=== Begin Enclosure ===

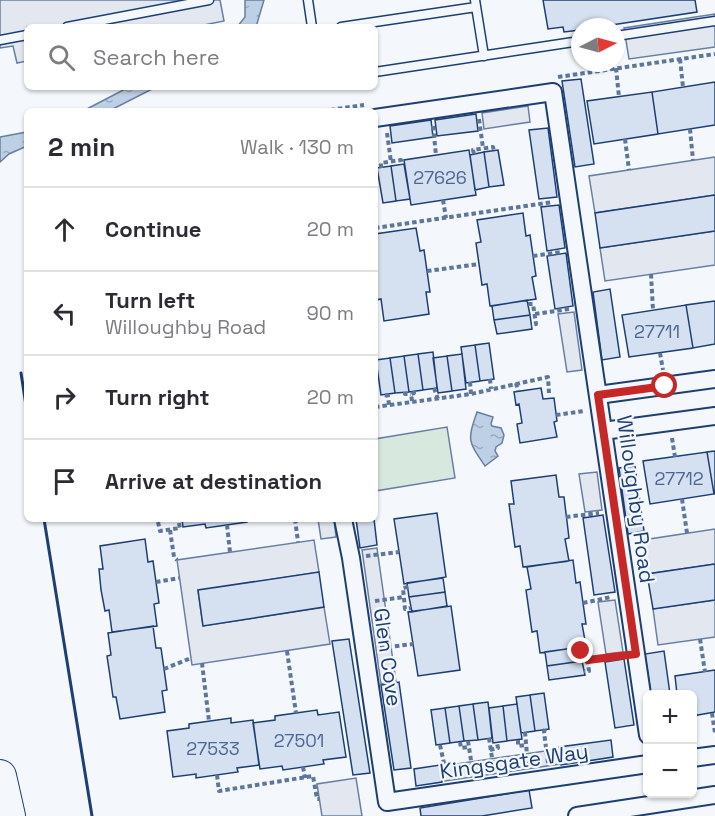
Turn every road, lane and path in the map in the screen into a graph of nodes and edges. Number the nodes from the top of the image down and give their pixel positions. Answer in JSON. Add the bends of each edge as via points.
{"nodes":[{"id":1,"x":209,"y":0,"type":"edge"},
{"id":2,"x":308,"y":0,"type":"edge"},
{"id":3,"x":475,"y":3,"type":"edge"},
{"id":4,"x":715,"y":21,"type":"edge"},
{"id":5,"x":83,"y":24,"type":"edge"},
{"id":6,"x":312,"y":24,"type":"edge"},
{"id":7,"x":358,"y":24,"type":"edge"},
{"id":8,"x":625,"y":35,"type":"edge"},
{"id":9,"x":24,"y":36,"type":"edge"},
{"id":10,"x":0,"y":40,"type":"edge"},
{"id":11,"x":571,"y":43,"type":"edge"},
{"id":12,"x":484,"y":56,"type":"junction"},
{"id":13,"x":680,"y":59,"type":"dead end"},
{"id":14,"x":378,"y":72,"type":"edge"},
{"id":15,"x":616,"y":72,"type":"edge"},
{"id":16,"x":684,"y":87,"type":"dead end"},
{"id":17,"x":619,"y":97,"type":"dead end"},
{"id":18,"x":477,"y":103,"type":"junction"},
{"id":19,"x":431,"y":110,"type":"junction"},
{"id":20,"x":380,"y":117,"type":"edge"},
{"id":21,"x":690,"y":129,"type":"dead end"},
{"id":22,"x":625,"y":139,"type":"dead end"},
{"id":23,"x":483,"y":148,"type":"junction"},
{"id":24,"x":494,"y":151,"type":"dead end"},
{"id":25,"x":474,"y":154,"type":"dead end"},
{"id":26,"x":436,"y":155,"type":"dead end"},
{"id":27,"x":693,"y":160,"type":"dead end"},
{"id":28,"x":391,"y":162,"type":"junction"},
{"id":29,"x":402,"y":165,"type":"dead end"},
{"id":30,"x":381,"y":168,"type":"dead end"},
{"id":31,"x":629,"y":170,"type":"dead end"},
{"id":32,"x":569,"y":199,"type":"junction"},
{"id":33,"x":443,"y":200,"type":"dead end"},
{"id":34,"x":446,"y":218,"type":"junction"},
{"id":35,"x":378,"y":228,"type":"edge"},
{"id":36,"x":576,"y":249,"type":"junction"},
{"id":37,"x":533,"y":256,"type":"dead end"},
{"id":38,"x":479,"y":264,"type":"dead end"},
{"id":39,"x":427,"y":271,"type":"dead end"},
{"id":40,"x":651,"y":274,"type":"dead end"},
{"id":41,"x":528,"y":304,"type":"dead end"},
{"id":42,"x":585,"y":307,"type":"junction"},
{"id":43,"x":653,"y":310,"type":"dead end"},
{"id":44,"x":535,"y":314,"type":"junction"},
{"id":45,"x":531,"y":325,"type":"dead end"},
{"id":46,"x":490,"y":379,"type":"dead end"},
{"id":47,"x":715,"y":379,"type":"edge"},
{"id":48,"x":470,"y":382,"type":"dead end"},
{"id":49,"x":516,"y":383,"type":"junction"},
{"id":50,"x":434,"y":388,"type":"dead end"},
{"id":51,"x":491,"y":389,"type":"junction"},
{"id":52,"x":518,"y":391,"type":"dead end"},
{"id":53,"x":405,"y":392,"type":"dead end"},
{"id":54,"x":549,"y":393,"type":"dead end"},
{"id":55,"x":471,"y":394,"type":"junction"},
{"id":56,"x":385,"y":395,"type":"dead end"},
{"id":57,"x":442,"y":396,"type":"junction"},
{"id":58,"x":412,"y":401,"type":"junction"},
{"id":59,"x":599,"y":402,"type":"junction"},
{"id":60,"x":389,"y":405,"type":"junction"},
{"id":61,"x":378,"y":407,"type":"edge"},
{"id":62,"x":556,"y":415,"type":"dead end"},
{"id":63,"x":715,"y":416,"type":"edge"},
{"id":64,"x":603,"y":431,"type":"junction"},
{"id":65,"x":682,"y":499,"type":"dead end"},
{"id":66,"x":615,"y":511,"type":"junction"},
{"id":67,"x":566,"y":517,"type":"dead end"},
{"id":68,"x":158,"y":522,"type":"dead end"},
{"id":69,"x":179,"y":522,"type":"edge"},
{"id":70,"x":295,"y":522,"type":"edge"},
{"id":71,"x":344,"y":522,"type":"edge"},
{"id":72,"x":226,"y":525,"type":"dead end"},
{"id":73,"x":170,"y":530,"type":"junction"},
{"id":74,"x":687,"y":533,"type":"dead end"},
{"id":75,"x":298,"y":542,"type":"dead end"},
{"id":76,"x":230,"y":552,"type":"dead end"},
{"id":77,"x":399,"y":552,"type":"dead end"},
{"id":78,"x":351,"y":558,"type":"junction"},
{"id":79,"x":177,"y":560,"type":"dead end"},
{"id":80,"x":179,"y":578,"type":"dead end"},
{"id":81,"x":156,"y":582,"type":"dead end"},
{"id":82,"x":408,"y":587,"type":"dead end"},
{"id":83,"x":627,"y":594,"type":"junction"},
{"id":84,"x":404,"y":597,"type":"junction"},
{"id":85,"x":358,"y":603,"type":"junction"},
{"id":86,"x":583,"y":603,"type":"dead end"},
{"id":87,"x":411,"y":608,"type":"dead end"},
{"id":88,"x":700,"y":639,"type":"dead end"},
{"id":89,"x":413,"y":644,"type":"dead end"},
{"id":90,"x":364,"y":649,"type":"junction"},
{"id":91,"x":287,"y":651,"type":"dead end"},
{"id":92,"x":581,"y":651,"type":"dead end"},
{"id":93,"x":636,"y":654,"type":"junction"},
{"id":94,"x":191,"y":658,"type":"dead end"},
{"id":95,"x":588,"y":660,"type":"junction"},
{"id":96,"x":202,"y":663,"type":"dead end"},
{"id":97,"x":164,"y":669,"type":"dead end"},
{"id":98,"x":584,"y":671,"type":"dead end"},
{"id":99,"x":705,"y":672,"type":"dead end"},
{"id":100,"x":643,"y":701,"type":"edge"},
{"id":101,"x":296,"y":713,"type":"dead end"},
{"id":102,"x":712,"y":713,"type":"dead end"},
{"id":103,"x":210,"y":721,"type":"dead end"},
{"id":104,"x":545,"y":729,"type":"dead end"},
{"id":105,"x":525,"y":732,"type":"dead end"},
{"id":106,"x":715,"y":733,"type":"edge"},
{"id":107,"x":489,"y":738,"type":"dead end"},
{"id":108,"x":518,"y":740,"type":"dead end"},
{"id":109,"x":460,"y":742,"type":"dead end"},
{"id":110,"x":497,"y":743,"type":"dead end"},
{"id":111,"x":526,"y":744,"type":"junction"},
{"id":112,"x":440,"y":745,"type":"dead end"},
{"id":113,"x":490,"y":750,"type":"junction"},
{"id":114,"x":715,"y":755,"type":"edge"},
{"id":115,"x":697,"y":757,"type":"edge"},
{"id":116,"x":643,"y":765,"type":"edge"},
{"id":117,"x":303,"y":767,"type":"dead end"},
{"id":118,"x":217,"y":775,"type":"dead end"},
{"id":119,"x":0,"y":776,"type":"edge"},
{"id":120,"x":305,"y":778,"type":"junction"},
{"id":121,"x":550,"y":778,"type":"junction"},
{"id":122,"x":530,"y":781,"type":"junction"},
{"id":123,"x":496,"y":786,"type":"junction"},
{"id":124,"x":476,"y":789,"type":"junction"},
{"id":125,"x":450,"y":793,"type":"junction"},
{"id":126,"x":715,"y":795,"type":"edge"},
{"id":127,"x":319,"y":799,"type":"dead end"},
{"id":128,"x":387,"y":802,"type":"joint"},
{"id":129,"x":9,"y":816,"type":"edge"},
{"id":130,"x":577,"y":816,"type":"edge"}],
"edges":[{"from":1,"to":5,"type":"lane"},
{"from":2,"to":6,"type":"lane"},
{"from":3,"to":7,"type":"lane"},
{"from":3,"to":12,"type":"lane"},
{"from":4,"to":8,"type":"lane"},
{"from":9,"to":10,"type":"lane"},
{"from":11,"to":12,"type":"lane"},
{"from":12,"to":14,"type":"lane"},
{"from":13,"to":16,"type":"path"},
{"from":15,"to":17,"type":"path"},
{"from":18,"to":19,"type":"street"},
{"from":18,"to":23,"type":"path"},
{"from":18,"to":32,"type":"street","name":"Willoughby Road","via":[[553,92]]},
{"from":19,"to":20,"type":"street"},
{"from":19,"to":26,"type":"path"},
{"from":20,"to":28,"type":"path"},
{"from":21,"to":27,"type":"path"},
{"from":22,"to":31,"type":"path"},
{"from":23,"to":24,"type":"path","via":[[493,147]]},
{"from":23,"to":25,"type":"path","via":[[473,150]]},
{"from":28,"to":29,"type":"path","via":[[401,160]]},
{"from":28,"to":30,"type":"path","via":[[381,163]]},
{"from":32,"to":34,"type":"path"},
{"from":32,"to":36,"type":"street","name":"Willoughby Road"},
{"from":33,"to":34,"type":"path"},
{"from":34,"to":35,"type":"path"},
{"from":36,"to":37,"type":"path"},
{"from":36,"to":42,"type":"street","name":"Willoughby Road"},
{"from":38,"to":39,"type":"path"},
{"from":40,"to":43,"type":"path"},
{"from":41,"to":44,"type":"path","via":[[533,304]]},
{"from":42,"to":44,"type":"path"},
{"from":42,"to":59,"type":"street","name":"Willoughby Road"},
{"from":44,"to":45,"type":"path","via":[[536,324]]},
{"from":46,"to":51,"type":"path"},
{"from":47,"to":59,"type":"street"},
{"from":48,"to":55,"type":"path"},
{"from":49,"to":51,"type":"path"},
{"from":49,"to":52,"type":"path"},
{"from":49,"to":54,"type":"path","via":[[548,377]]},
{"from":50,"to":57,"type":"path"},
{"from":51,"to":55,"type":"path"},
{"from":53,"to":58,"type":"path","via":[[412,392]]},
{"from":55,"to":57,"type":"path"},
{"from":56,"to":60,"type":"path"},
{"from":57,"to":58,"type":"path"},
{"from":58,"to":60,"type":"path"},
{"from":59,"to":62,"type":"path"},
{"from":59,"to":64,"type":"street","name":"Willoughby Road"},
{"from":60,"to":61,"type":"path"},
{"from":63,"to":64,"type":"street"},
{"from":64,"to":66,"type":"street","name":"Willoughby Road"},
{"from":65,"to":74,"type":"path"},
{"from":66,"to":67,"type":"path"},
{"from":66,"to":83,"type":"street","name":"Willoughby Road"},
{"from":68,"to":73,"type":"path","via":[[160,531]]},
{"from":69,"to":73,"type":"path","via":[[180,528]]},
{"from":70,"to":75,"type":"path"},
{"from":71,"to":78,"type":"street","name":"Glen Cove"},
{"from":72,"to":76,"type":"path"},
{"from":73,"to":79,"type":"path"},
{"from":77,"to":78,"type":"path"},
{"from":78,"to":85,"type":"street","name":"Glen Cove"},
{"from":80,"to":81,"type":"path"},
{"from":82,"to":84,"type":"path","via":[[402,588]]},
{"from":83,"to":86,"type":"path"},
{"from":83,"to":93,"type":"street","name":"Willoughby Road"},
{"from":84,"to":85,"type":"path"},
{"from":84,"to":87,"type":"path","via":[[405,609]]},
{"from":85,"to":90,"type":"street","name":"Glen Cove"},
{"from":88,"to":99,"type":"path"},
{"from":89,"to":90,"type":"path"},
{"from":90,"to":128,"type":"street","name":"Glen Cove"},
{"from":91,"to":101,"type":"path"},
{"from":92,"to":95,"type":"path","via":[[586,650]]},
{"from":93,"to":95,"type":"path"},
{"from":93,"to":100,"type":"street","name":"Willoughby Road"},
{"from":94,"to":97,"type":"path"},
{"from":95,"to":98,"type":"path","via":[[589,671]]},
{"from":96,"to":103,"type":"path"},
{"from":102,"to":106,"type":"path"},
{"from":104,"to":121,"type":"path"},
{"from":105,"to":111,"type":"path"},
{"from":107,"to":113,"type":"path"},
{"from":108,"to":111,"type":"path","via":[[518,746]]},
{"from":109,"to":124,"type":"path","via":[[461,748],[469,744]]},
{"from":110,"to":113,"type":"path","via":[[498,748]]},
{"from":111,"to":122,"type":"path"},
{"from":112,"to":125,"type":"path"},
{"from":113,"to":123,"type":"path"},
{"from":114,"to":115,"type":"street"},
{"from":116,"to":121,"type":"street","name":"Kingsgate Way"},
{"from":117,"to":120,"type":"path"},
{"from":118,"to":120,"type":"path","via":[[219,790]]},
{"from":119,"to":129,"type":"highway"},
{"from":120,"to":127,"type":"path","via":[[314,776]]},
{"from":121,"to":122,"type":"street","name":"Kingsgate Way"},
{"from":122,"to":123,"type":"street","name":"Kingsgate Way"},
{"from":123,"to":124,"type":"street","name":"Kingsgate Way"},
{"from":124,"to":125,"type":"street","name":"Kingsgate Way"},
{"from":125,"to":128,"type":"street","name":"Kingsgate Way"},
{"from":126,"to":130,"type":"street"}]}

=== End Enclosure ===

(WHAT IS BEING ASKED) Return only the number of lines above that include the word "lane".

(EXERCISE RESPONSE) 9